Un coro di “Troppo complicato, mai fatto prima, mai visto altrove, allungherebbe i tempi”… Diverse argomentazioni hanno portato a seppellire la proposta. Come avevo previsto.

Ho assecondato diligentemente il giudizio dei colleghi, per proseguire con una seconda proposta, che avevo in mente sin dall’inizio, che preferivo, ma che non volevo ‘bruciare’. Più ardita, ma anche più efficace.

Un unico processo di procurement. Quattro criteri: prezzo, specifiche, servizio, e progetti di investimento (declinati in capitale, posti di lavoro, coinvolgimento fornitori locali). I primi tre con un valore complessivo pari al 75%, l’ultimo con un ranking a sé, per il 25% residuo. Due commissioni, la prima è quella consueta, la seconda dedicata, composta anche da esperti di sviluppo economico.

Un unico verdetto, un solo ranking finale.

Pieno coinvolgimento delle aziende concorrenti, tutte allo stesso modo supportate dal mio team nel governo per discutere dei loro piani di sviluppo e investimento. Tutte ugualmente motivate, con pari opportunità, stimolate a competere a dare il proprio massimo, trasformate da meri fornitori in partners delle strategie di sviluppo economico dello stato.

L’establishment, dopo la prima vittoria nel contrastare la prima proposta, ha dovuto assecondare la seconda proposta. La nuova policy è stata discussa nel consiglio dei ministri che ha approvato tutto, compreso il livello del 25%. Fatto.

Ora siamo in piena fase di execution, tutti allineati.

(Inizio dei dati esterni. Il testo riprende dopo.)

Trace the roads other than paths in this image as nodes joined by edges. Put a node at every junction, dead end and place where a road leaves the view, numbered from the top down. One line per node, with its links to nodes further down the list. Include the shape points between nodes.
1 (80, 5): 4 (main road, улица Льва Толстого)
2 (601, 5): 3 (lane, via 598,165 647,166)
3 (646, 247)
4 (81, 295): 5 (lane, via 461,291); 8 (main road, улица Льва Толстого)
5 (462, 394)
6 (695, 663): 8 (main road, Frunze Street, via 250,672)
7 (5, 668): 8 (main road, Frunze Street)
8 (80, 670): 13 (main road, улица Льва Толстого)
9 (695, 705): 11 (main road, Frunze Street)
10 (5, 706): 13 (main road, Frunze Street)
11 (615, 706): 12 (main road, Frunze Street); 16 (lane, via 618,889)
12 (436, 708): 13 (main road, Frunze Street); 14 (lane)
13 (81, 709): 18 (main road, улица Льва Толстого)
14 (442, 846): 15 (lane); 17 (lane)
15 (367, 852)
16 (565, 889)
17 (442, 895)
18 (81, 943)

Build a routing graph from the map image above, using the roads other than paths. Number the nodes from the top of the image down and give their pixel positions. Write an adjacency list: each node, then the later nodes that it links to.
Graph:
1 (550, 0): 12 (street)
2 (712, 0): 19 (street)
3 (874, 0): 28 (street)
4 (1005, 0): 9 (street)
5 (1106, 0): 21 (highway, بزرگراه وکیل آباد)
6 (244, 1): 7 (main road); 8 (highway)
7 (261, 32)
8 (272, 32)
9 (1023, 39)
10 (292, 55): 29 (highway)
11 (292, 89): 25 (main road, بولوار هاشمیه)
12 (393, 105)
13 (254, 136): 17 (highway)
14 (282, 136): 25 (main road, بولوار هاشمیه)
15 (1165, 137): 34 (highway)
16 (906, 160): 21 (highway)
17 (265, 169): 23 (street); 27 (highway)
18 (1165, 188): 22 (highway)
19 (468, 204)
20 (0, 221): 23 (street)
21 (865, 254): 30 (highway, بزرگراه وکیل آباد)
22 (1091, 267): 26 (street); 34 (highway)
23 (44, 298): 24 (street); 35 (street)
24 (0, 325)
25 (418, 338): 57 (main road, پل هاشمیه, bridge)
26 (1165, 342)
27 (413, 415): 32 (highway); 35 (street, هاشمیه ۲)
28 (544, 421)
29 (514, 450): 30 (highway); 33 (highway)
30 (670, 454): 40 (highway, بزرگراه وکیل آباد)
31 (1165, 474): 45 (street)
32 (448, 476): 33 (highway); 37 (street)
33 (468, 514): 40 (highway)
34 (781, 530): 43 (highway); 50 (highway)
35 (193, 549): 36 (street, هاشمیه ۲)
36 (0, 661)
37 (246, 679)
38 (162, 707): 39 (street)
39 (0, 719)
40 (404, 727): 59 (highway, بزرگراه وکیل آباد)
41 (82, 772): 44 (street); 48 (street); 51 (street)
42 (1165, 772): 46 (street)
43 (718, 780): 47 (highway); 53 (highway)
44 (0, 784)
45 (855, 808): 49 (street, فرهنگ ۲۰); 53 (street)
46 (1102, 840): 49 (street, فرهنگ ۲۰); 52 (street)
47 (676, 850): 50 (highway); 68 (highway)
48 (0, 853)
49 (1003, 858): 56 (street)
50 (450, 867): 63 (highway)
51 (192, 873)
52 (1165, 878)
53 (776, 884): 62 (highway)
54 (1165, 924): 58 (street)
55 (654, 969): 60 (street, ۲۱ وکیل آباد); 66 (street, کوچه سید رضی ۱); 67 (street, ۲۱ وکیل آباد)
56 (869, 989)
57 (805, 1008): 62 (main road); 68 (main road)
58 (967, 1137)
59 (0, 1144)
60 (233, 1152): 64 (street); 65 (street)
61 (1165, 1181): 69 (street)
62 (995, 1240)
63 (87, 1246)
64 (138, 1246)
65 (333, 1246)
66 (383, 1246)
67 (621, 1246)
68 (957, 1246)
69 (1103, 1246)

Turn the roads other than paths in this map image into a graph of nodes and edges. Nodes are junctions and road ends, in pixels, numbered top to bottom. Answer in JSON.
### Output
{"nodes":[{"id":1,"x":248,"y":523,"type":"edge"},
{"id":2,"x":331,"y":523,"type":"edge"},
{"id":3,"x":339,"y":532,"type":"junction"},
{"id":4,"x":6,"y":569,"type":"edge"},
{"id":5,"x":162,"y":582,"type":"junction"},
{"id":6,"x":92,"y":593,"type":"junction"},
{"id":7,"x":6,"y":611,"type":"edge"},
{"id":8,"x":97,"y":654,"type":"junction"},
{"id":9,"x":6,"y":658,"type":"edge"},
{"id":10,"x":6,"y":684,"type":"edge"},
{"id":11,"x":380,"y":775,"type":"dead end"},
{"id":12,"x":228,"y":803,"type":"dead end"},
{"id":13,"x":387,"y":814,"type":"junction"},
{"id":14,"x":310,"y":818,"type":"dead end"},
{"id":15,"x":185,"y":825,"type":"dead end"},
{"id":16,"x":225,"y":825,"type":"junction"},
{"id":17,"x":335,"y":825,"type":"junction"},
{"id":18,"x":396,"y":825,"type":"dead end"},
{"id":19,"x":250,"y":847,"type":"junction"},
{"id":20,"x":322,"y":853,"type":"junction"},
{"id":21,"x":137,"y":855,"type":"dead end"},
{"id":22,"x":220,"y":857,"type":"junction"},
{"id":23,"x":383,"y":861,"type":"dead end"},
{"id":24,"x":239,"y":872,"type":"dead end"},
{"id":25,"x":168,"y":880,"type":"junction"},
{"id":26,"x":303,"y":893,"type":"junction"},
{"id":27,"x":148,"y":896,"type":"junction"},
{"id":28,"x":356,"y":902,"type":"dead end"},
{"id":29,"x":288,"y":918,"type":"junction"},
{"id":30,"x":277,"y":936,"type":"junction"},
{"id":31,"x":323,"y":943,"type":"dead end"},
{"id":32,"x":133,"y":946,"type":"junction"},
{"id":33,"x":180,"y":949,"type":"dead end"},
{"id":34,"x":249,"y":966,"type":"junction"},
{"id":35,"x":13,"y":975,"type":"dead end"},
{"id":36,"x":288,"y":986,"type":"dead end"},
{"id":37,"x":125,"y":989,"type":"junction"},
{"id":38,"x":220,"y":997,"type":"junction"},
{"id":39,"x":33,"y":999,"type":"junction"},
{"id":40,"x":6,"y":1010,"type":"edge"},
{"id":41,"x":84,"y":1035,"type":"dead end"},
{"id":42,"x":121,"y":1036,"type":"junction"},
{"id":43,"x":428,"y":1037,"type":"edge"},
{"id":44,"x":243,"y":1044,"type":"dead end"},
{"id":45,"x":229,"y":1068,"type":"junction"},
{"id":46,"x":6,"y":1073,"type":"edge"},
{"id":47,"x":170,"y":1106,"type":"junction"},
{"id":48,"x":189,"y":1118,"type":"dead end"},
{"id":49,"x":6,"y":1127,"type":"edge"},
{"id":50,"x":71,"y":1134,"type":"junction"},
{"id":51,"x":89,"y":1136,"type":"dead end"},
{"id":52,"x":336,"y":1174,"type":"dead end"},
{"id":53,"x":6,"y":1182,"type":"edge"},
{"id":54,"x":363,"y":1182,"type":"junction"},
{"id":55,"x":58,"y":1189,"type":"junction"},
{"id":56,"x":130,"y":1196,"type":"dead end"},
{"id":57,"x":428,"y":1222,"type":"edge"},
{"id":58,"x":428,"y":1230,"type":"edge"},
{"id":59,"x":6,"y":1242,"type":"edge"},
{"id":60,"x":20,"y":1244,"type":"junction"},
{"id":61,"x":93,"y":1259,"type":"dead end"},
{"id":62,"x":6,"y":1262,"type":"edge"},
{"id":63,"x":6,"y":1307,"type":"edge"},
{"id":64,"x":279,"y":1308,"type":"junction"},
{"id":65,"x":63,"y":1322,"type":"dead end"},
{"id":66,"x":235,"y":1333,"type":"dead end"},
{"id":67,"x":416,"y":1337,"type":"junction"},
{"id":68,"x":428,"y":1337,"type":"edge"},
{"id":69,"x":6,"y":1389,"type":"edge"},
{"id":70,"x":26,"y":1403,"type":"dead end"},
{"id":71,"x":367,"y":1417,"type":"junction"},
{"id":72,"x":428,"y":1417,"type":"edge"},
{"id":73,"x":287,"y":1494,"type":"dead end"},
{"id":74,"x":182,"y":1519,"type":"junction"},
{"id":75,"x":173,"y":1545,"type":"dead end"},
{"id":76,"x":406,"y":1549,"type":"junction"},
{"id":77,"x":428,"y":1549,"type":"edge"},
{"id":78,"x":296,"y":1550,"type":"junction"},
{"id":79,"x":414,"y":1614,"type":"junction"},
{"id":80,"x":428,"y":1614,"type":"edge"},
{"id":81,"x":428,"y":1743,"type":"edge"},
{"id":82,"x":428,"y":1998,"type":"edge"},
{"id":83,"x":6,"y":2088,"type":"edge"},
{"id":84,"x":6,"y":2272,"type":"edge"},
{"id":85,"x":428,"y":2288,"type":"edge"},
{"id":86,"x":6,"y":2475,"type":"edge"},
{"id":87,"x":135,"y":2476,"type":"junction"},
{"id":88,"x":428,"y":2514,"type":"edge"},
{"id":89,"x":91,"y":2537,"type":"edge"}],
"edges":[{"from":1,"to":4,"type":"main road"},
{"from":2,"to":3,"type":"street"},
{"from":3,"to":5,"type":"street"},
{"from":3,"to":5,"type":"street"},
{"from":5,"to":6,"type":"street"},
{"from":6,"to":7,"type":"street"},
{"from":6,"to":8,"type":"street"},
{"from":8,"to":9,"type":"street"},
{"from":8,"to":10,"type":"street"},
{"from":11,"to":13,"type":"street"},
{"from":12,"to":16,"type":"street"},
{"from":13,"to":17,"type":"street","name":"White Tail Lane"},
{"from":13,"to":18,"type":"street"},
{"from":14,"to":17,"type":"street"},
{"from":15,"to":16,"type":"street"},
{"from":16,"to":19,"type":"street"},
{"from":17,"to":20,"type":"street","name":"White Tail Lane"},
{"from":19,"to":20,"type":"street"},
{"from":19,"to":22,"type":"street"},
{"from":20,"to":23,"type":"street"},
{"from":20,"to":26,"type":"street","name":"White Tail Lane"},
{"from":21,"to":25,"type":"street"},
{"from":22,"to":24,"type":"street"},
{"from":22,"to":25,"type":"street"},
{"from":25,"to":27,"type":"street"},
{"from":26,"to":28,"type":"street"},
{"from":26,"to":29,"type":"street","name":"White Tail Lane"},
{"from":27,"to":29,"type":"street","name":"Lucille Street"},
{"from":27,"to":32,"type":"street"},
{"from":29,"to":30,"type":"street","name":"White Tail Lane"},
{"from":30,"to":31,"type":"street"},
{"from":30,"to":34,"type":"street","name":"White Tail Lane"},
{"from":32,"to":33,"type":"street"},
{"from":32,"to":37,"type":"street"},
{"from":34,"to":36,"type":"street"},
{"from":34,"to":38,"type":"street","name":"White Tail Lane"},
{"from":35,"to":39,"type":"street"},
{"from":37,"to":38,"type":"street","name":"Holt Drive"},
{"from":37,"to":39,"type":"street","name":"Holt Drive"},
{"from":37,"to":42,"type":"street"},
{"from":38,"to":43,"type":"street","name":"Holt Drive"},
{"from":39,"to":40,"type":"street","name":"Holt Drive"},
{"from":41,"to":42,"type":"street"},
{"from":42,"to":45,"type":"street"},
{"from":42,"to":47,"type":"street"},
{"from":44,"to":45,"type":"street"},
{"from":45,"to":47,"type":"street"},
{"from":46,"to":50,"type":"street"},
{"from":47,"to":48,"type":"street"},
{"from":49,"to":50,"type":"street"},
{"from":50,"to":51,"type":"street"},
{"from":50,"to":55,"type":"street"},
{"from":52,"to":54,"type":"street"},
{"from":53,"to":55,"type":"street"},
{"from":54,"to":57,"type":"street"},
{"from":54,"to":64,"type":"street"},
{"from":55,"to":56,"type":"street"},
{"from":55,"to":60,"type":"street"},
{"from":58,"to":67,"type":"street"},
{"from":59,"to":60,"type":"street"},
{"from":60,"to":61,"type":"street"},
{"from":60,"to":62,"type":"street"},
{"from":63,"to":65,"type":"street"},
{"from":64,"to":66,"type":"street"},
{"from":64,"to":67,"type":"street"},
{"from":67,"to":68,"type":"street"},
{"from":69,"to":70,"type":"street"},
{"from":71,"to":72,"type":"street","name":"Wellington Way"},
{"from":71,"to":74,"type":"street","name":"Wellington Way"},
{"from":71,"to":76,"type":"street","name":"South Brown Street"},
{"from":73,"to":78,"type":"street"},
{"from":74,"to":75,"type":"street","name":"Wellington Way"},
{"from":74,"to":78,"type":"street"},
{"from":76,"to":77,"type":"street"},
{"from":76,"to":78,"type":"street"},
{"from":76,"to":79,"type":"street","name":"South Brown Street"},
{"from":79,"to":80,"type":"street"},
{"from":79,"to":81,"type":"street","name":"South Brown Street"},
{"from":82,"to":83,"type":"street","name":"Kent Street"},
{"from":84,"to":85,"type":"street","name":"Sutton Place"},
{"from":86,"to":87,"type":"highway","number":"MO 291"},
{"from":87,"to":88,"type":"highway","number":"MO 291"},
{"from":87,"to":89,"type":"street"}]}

La policy è stata lanciata alla grande, già applicata alle prime tre campagne centralizzate di acquisti per i prossimi due anni di tutti i 96 ospedali dello stato, per protesi ortopediche, dispositivi cardiologici, e consumabili (bende, garze, vesti, siringhe, cateteri, etc). Man mano sarà applicata a tutte le voci importanti del procurement sanitario.

In ogni campagna vengono convocati tutti i fornitori potenziali, ai quali vengono spiegate le nuove regole.

In questo modo, ognuno è motivato a proporre e concordare i propri programmi di investimento nello stato, sapendo che lo sforzo avrà un effetto diretto sul vantaggio competitivo e sulle vendite grazie alla nuova politica degli acquisti.

So che in Italia e nella Commissione Europea il tema delle policy di procurement è oggetto di dibattito, io stesso ne ero coinvolto prima di partire per l’Australia. Per questo motivo ho pensato di informarvi su questa best practice, in Italiano.